YOUR OBJECTIVE
In the data that follows, find the line with "middle pip: (1019, 986)"; transcribe it, every later line up to the one with "thumb ip: (1083, 1155)", and that line as well, exactly and with no others.

Extracted data entries
◇ ◇ ◇

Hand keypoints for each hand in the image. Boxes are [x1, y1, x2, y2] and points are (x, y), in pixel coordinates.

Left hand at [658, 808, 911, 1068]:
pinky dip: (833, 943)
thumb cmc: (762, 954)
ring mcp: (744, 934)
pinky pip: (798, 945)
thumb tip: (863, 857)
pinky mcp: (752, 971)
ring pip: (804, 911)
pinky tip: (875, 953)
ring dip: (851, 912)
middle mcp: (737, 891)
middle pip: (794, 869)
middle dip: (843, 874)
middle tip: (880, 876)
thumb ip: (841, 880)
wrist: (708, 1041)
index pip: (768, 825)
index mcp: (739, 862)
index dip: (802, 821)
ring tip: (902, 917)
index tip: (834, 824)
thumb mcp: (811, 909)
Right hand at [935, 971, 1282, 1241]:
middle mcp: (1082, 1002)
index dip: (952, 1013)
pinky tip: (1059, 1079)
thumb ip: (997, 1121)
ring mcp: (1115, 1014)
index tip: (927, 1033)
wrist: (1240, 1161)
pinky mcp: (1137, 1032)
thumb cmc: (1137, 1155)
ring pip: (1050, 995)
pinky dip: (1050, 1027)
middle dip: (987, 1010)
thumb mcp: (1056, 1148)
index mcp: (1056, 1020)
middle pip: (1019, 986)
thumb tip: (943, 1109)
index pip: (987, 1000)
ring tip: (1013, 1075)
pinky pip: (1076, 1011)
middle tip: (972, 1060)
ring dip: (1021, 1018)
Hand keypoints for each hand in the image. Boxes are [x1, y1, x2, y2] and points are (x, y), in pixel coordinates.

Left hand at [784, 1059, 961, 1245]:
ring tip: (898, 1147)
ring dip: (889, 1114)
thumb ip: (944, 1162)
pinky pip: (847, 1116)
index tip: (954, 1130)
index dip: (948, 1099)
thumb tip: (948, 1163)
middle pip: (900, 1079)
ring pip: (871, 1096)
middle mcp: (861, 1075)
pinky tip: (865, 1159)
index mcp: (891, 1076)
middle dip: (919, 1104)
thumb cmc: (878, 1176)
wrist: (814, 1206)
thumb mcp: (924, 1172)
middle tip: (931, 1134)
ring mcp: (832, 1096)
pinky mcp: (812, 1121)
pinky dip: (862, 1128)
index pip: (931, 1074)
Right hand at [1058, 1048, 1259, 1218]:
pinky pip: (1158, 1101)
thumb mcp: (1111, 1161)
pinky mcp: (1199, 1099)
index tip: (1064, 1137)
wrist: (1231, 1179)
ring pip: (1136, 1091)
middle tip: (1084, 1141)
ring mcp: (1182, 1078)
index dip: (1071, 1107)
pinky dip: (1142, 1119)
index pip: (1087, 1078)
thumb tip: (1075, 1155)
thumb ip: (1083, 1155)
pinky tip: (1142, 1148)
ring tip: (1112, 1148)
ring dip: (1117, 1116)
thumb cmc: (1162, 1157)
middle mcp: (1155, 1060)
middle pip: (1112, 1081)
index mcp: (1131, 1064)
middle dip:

◇ ◇ ◇

WRITTEN SOLUTION
middle pip: (1019, 986)
thumb tip: (943, 1109)
index pip: (987, 1000)
ring tip: (1013, 1075)
pinky pip: (1076, 1011)
middle tip: (972, 1060)
ring dip: (1021, 1018)
Hand keypoints for each hand in the image. Boxes are [x1, y1, x2, y2] and points are (x, y), in pixel coordinates.

Left hand at [784, 1059, 961, 1245]:
ring tip: (898, 1147)
ring dip: (889, 1114)
thumb ip: (944, 1162)
pinky pip: (847, 1116)
index tip: (954, 1130)
index dip: (948, 1099)
thumb tip: (948, 1163)
middle pip: (900, 1079)
ring pip: (871, 1096)
middle mcp: (861, 1075)
pinky tip: (865, 1159)
index mcp: (891, 1076)
middle dip: (919, 1104)
thumb cmc: (878, 1176)
wrist: (814, 1206)
thumb mcp: (924, 1172)
middle tip: (931, 1134)
ring mcp: (832, 1096)
pinky mcp: (812, 1121)
pinky dip: (862, 1128)
index pip: (931, 1074)
Right hand at [1058, 1048, 1259, 1218]:
pinky pip: (1158, 1101)
thumb mcp: (1111, 1161)
pinky mcp: (1199, 1099)
index tip: (1064, 1137)
wrist: (1231, 1179)
ring pip: (1136, 1091)
middle tip: (1084, 1141)
ring mcp: (1182, 1078)
index dip: (1071, 1107)
pinky dip: (1142, 1119)
index pip: (1087, 1078)
thumb tip: (1075, 1155)
thumb ip: (1083, 1155)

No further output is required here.